REQUIRED ACTION: Repeat the data exactly as it stands.

Collected data:
■ ■ ■

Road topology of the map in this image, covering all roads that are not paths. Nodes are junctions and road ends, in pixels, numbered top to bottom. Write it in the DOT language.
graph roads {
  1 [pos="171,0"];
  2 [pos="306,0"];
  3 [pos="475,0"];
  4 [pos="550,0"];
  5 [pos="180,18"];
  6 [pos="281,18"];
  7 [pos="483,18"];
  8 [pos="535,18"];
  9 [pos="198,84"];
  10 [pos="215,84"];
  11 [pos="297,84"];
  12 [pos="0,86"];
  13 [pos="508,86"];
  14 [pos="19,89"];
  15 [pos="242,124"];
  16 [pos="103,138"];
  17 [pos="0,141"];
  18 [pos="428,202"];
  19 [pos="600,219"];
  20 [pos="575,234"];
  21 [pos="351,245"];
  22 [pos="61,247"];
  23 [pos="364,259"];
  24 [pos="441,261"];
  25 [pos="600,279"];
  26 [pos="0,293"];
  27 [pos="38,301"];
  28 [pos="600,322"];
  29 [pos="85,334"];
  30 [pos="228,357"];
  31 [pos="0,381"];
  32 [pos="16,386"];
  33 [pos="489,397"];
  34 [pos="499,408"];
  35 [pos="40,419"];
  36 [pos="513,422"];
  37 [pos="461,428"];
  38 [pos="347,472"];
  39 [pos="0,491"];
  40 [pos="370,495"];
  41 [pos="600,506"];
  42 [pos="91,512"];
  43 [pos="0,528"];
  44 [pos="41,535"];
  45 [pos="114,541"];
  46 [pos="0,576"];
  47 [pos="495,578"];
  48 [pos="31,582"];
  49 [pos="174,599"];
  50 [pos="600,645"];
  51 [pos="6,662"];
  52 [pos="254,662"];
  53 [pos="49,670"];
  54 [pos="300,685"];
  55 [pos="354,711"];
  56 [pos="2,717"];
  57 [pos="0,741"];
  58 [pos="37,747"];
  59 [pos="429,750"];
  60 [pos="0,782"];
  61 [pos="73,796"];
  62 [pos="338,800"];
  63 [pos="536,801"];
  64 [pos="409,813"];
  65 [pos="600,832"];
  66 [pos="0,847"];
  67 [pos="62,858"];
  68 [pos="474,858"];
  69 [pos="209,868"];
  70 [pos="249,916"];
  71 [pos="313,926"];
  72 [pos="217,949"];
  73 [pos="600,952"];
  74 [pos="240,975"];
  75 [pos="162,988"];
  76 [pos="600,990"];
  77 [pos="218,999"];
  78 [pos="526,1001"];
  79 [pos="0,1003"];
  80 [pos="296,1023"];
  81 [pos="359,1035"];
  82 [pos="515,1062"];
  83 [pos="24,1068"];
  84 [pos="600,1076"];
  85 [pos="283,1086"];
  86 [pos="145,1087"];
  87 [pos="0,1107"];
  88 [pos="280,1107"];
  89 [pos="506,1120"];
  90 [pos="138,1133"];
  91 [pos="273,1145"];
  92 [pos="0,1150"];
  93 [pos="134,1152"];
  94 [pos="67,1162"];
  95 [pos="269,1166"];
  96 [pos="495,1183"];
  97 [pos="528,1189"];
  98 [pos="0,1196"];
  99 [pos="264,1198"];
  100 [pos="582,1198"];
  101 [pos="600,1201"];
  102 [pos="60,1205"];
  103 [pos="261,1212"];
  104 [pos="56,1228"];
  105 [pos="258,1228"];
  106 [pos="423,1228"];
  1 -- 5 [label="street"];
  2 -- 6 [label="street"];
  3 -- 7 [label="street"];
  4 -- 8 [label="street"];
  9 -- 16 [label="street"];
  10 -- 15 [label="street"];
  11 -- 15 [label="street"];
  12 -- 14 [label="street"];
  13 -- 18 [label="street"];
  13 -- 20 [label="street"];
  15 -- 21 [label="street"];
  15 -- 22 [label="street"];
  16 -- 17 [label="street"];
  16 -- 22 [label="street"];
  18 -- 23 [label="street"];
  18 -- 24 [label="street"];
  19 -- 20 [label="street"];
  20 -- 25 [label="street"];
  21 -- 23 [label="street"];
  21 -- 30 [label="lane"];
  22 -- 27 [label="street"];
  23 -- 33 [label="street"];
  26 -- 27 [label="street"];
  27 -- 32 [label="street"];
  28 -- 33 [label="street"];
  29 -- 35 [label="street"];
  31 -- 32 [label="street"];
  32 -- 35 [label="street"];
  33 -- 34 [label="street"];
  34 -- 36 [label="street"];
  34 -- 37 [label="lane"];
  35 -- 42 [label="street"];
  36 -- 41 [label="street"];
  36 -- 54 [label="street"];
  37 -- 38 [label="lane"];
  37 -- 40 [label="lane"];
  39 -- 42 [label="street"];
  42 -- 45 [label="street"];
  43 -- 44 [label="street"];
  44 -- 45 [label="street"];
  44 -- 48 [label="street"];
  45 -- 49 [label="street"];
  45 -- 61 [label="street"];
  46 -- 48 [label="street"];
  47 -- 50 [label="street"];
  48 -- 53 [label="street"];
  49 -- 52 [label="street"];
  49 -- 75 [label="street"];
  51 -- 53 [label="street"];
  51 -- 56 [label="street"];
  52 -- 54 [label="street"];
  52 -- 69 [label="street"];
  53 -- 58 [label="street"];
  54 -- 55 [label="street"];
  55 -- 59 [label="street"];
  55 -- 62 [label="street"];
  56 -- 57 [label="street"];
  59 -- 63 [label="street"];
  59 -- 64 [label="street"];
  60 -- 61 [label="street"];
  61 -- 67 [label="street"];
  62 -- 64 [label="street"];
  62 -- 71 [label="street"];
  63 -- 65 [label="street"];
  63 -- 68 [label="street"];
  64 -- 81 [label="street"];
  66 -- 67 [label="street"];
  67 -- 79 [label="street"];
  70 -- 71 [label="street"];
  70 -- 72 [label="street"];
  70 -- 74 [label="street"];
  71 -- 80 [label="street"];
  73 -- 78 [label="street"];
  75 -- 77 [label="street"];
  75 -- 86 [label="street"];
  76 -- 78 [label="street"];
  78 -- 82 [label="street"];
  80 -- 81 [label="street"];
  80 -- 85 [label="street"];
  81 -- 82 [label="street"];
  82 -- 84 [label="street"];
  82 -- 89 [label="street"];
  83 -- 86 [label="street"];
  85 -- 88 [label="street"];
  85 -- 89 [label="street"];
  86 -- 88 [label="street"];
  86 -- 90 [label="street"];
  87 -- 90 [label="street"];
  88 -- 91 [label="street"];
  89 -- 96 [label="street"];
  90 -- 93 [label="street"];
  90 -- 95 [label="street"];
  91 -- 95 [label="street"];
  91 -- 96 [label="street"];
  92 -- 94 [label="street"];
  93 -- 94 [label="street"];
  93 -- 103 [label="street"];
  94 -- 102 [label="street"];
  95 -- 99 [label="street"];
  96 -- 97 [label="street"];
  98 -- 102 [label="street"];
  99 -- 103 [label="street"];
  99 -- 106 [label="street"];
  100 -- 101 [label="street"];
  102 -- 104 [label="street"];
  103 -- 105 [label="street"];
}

■ ■ ■

TASK OUTPUT:
Road topology of the map in this image, covering all roads that are not paths. Nodes are junctions and road ends, in pixels, numbered top to bottom. Write it in the DOT language.
graph roads {
  1 [pos="171,0"];
  2 [pos="306,0"];
  3 [pos="475,0"];
  4 [pos="550,0"];
  5 [pos="180,18"];
  6 [pos="281,18"];
  7 [pos="483,18"];
  8 [pos="535,18"];
  9 [pos="198,84"];
  10 [pos="215,84"];
  11 [pos="297,84"];
  12 [pos="0,86"];
  13 [pos="508,86"];
  14 [pos="19,89"];
  15 [pos="242,124"];
  16 [pos="103,138"];
  17 [pos="0,141"];
  18 [pos="428,202"];
  19 [pos="600,219"];
  20 [pos="575,234"];
  21 [pos="351,245"];
  22 [pos="61,247"];
  23 [pos="364,259"];
  24 [pos="441,261"];
  25 [pos="600,279"];
  26 [pos="0,293"];
  27 [pos="38,301"];
  28 [pos="600,322"];
  29 [pos="85,334"];
  30 [pos="228,357"];
  31 [pos="0,381"];
  32 [pos="16,386"];
  33 [pos="489,397"];
  34 [pos="499,408"];
  35 [pos="40,419"];
  36 [pos="513,422"];
  37 [pos="461,428"];
  38 [pos="347,472"];
  39 [pos="0,491"];
  40 [pos="370,495"];
  41 [pos="600,506"];
  42 [pos="91,512"];
  43 [pos="0,528"];
  44 [pos="41,535"];
  45 [pos="114,541"];
  46 [pos="0,576"];
  47 [pos="495,578"];
  48 [pos="31,582"];
  49 [pos="174,599"];
  50 [pos="600,645"];
  51 [pos="6,662"];
  52 [pos="254,662"];
  53 [pos="49,670"];
  54 [pos="300,685"];
  55 [pos="354,711"];
  56 [pos="2,717"];
  57 [pos="0,741"];
  58 [pos="37,747"];
  59 [pos="429,750"];
  60 [pos="0,782"];
  61 [pos="73,796"];
  62 [pos="338,800"];
  63 [pos="536,801"];
  64 [pos="409,813"];
  65 [pos="600,832"];
  66 [pos="0,847"];
  67 [pos="62,858"];
  68 [pos="474,858"];
  69 [pos="209,868"];
  70 [pos="249,916"];
  71 [pos="313,926"];
  72 [pos="217,949"];
  73 [pos="600,952"];
  74 [pos="240,975"];
  75 [pos="162,988"];
  76 [pos="600,990"];
  77 [pos="218,999"];
  78 [pos="526,1001"];
  79 [pos="0,1003"];
  80 [pos="296,1023"];
  81 [pos="359,1035"];
  82 [pos="515,1062"];
  83 [pos="24,1068"];
  84 [pos="600,1076"];
  85 [pos="283,1086"];
  86 [pos="145,1087"];
  87 [pos="0,1107"];
  88 [pos="280,1107"];
  89 [pos="506,1120"];
  90 [pos="138,1133"];
  91 [pos="273,1145"];
  92 [pos="0,1150"];
  93 [pos="134,1152"];
  94 [pos="67,1162"];
  95 [pos="269,1166"];
  96 [pos="495,1183"];
  97 [pos="528,1189"];
  98 [pos="0,1196"];
  99 [pos="264,1198"];
  100 [pos="582,1198"];
  101 [pos="600,1201"];
  102 [pos="60,1205"];
  103 [pos="261,1212"];
  104 [pos="56,1228"];
  105 [pos="258,1228"];
  106 [pos="423,1228"];
  1 -- 5 [label="street"];
  2 -- 6 [label="street"];
  3 -- 7 [label="street"];
  4 -- 8 [label="street"];
  9 -- 16 [label="street"];
  10 -- 15 [label="street"];
  11 -- 15 [label="street"];
  12 -- 14 [label="street"];
  13 -- 18 [label="street"];
  13 -- 20 [label="street"];
  15 -- 21 [label="street"];
  15 -- 22 [label="street"];
  16 -- 17 [label="street"];
  16 -- 22 [label="street"];
  18 -- 23 [label="street"];
  18 -- 24 [label="street"];
  19 -- 20 [label="street"];
  20 -- 25 [label="street"];
  21 -- 23 [label="street"];
  21 -- 30 [label="lane"];
  22 -- 27 [label="street"];
  23 -- 33 [label="street"];
  26 -- 27 [label="street"];
  27 -- 32 [label="street"];
  28 -- 33 [label="street"];
  29 -- 35 [label="street"];
  31 -- 32 [label="street"];
  32 -- 35 [label="street"];
  33 -- 34 [label="street"];
  34 -- 36 [label="street"];
  34 -- 37 [label="lane"];
  35 -- 42 [label="street"];
  36 -- 41 [label="street"];
  36 -- 54 [label="street"];
  37 -- 38 [label="lane"];
  37 -- 40 [label="lane"];
  39 -- 42 [label="street"];
  42 -- 45 [label="street"];
  43 -- 44 [label="street"];
  44 -- 45 [label="street"];
  44 -- 48 [label="street"];
  45 -- 49 [label="street"];
  45 -- 61 [label="street"];
  46 -- 48 [label="street"];
  47 -- 50 [label="street"];
  48 -- 53 [label="street"];
  49 -- 52 [label="street"];
  49 -- 75 [label="street"];
  51 -- 53 [label="street"];
  51 -- 56 [label="street"];
  52 -- 54 [label="street"];
  52 -- 69 [label="street"];
  53 -- 58 [label="street"];
  54 -- 55 [label="street"];
  55 -- 59 [label="street"];
  55 -- 62 [label="street"];
  56 -- 57 [label="street"];
  59 -- 63 [label="street"];
  59 -- 64 [label="street"];
  60 -- 61 [label="street"];
  61 -- 67 [label="street"];
  62 -- 64 [label="street"];
  62 -- 71 [label="street"];
  63 -- 65 [label="street"];
  63 -- 68 [label="street"];
  64 -- 81 [label="street"];
  66 -- 67 [label="street"];
  67 -- 79 [label="street"];
  70 -- 71 [label="street"];
  70 -- 72 [label="street"];
  70 -- 74 [label="street"];
  71 -- 80 [label="street"];
  73 -- 78 [label="street"];
  75 -- 77 [label="street"];
  75 -- 86 [label="street"];
  76 -- 78 [label="street"];
  78 -- 82 [label="street"];
  80 -- 81 [label="street"];
  80 -- 85 [label="street"];
  81 -- 82 [label="street"];
  82 -- 84 [label="street"];
  82 -- 89 [label="street"];
  83 -- 86 [label="street"];
  85 -- 88 [label="street"];
  85 -- 89 [label="street"];
  86 -- 88 [label="street"];
  86 -- 90 [label="street"];
  87 -- 90 [label="street"];
  88 -- 91 [label="street"];
  89 -- 96 [label="street"];
  90 -- 93 [label="street"];
  90 -- 95 [label="street"];
  91 -- 95 [label="street"];
  91 -- 96 [label="street"];
  92 -- 94 [label="street"];
  93 -- 94 [label="street"];
  93 -- 103 [label="street"];
  94 -- 102 [label="street"];
  95 -- 99 [label="street"];
  96 -- 97 [label="street"];
  98 -- 102 [label="street"];
  99 -- 103 [label="street"];
  99 -- 106 [label="street"];
  100 -- 101 [label="street"];
  102 -- 104 [label="street"];
  103 -- 105 [label="street"];
}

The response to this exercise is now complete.